The partial index WHERE published_at IS NULL is critical — it ensures the polling query only scans unpublished rows, not the entire table.

Your service code becomes:

// order.service.ts
async createOrder(dto: CreateOrderDto): Promise<Order> {
  return this.dataSource.transaction(async (manager) => {
    // 1. Write business data
    const order = manager.create(Order, {
      customerId: dto.customerId,
      items: dto.items,
      totalAmount: dto.totalAmount,
      status: OrderStatus.PLACED,
    });
    await manager.save(order);

    // 2. Write outbox event in the SAME transaction
    const outboxEvent = manager.create(OutboxEvent, {
      aggregateType: 'Order',
      aggregateId: order.id,
      eventType: 'order.placed',
      payload: {
        specversion: '1.0',
        id: randomUUID(),
        source: '/services/order-service',
        type: 'com.example.order.placed',
        time: new Date().toISOString(),
        data: {
          orderId: order.id,
          customerId: order.customerId,
          items: order.items,
          totalAmount: order.totalAmount,
        },
      },
    });
    await manager.save(outboxEvent);

    return order;
  });
}

Both writes succeed or both fail. Atomicity is guaranteed by the database transaction. The event in the outbox table is now a promise that "this event will eventually be published to Kafka."

Polling Publisher — The Simple Relay

The polling publisher is a background process that periodically reads unpublished events from the outbox table and publishes them to Kafka:

// outbox-relay.service.ts
import { Injectable, Logger } from '@nestjs/common';
import { Cron, CronExpression } from '@nestjs/schedule';
import { InjectRepository } from '@nestjs/typeorm';
import { Repository, IsNull } from 'typeorm';
import { Inject } from '@nestjs/common';
import { ClientKafka } from '@nestjs/microservices';

@Injectable()
export class OutboxRelayService {
  private readonly logger = new Logger(OutboxRelayService.name);
  private isProcessing = false;

  constructor(
    @InjectRepository(OutboxEvent)
    private readonly outboxRepo: Repository<OutboxEvent>,
    @Inject('KAFKA_SERVICE')
    private readonly kafkaClient: ClientKafka,
  ) {}

  @Cron(CronExpression.EVERY_5_SECONDS)
  async publishPendingEvents() {
    if (this.isProcessing) return; // Prevent overlapping runs
    this.isProcessing = true;

    try {
      const events = await this.outboxRepo.find({
        where: { publishedAt: IsNull() },
        order: { createdAt: 'ASC' },
        take: 100, // Batch size
      });

      for (const event of events) {
        try {
          const topic = this.resolveTopicName(event.aggregateType);
          await this.kafkaClient.emit(topic, {
            key: event.aggregateId,
            value: JSON.stringify(event.payload),
            headers: {
              'event-type': event.eventType,
              'event-id': event.id,
            },
          });

          await this.outboxRepo.update(event.id, {
            publishedAt: new Date(),
          });
        } catch (error) {
          this.logger.error(
            `Failed to publish event ${event.id}: ${error.message}`,
          );
          await this.outboxRepo.increment(
            { id: event.id },
            'retryCount',
            1,
          );
        }
      }
    } finally {
      this.isProcessing = false;
    }
  }

  private resolveTopicName(aggregateType: string): string {
    const topicMap: Record<string, string> = {
      Order: 'orders.events',
      Payment: 'payments.events',
      Inventory: 'inventory.events',
    };
    return topicMap[aggregateType] ?? `${aggregateType.toLowerCase()}.events`;
  }
}

Polling interval tradeoffs: A 1-second interval gives low latency but generates constant database load. A 30-second interval reduces load but adds delivery latency. For most systems, 5 seconds is a reasonable default. If you need sub-second delivery, use CDC instead.

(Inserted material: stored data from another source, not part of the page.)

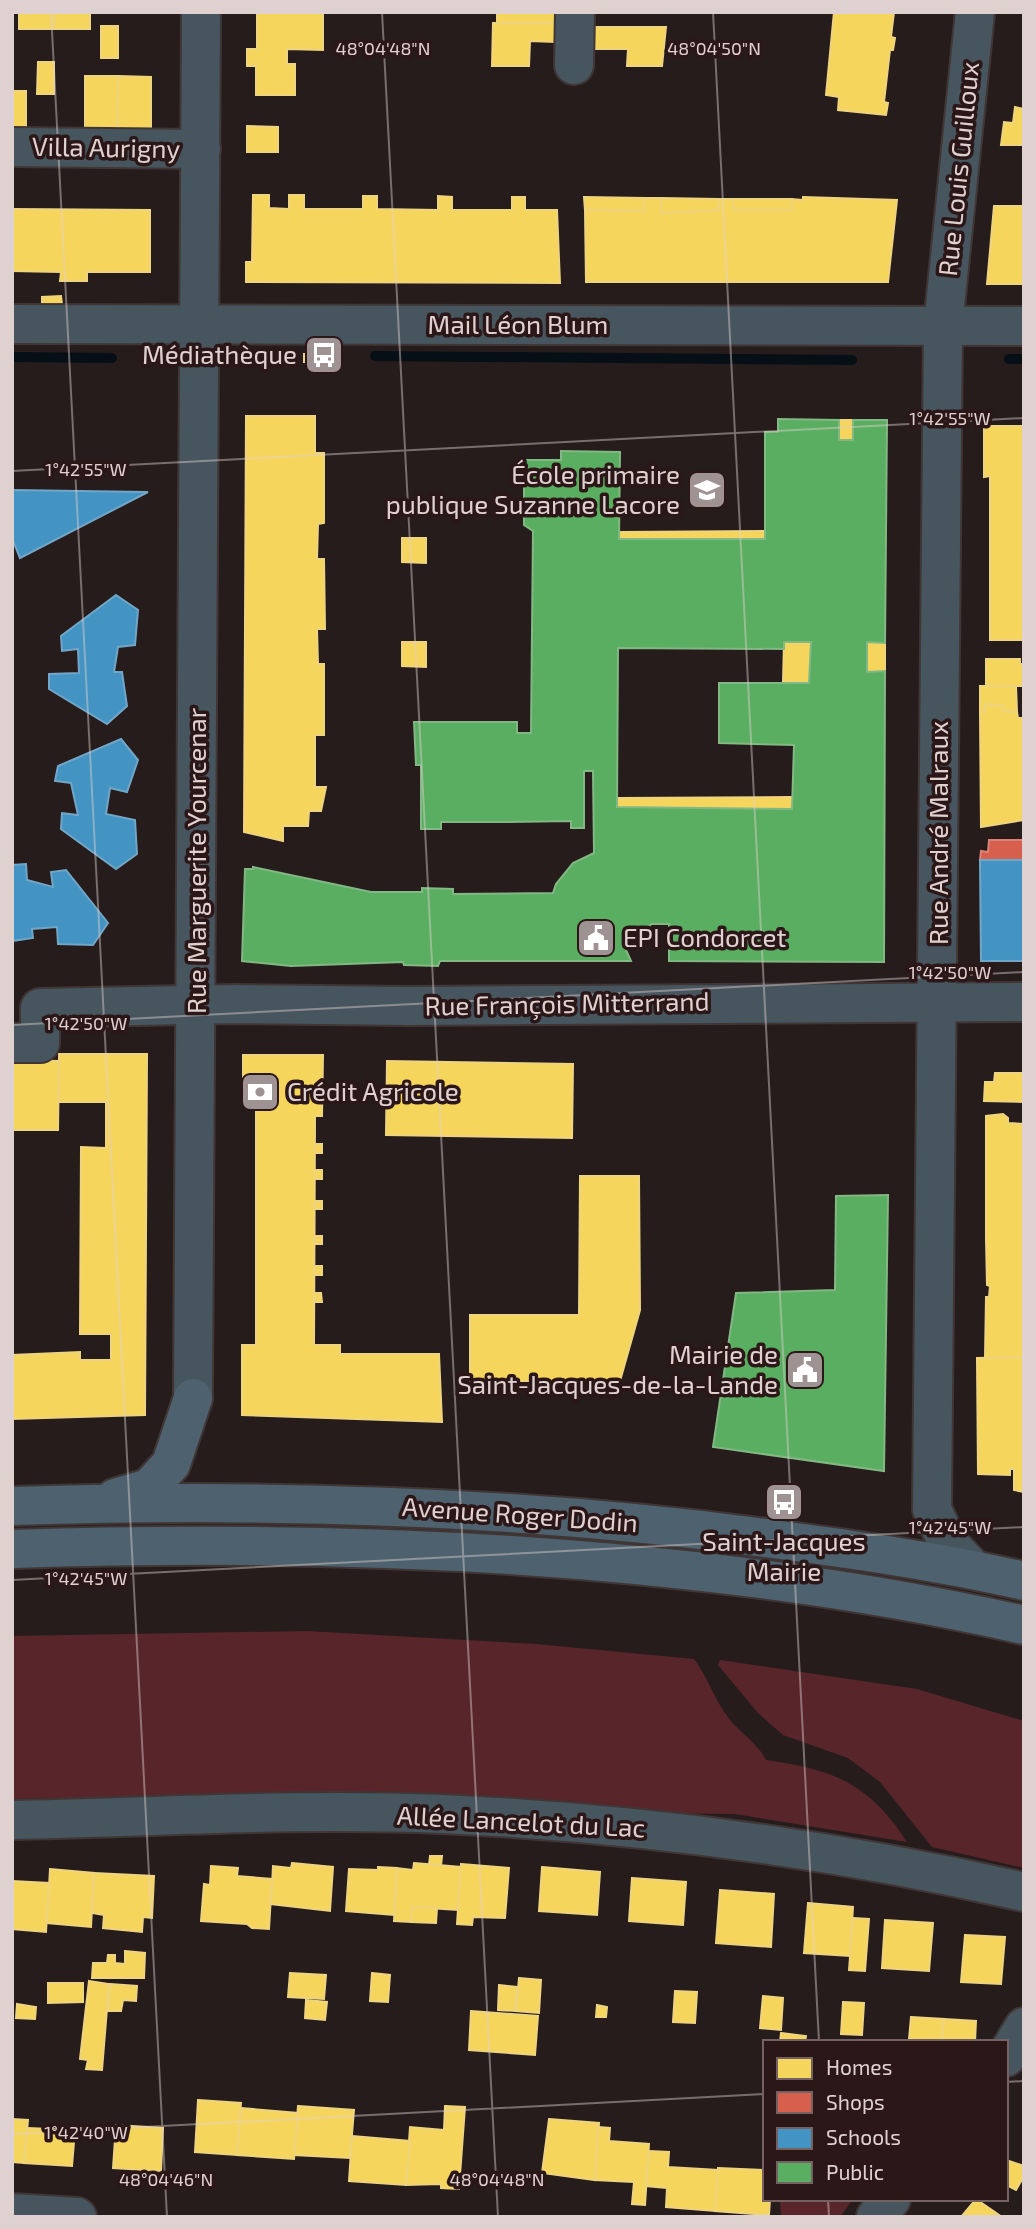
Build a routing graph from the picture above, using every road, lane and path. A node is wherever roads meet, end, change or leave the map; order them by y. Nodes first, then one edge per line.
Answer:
1 (201, 12) edge
2 (575, 12) edge
3 (975, 12) edge
4 (574, 65) dead end
5 (12, 147) edge
6 (201, 149) junction
7 (12, 324) edge
8 (201, 324) junction
9 (943, 326) junction
10 (1024, 326) edge
11 (937, 1001) junction
12 (1024, 1002) edge
13 (196, 1004) junction
14 (12, 1043) edge
15 (193, 1398) joint
16 (94, 1503) junction
17 (12, 1506) edge
18 (12, 1549) edge
19 (974, 1570) junction
20 (1024, 1581) edge
21 (1024, 1625) edge
22 (12, 1820) edge
23 (1024, 1892) edge
24 (1024, 2027) edge
25 (1008, 2054) edge
26 (889, 2201) edge
27 (12, 2213) edge
28 (76, 2217) edge
29 (876, 2217) edge

1 - 6 street, Rue Marguerite Yourcenar
2 - 4 street
3 - 9 street, Rue Louis Guilloux
5 - 6 street, Villa Aurigny
6 - 8 street, Rue Marguerite Yourcenar
7 - 8 street, Mail Léon Blum
8 - 9 street, Mail Léon Blum
8 - 13 street, Rue Marguerite Yourcenar
9 - 10 street, Mail Léon Blum
9 - 11 street, Rue André Malraux
11 - 12 street, Rue François Mitterrand
11 - 13 street, Rue François Mitterrand
11 - 19 street, Rue André Malraux
13 - 14 street, Rue François Mitterrand
13 - 15 street, Rue Marguerite Yourcenar
15 - 16 main road
16 - 17 main road, Avenue Roger Dodin
16 - 19 main road, Avenue Roger Dodin
18 - 21 main road, Avenue Roger Dodin
19 - 20 main road, Avenue Roger Dodin
22 - 23 street, Allée Lancelot du Lac
24 - 25 street
26 - 29 street
27 - 28 street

The polling publisher has a known limitation: it introduces at-least-once delivery. If the publisher crashes after sending to Kafka but before marking the event as published, the event will be re-sent on the next poll. Your consumers must handle duplicates — which brings us to idempotency.

CDC with Debezium — The WAL-Based Alternative

Instead of polling the outbox table, you can use Change Data Capture (CDC) to stream changes from the database's write-ahead log (WAL) directly to Kafka. Debezium is the standard tool for this.

Debezium runs as a Kafka Connect connector. It reads PostgreSQL's logical replication stream, captures every INSERT to the outbox table, and publishes it to a Kafka topic. No polling, no added database load from repeated queries.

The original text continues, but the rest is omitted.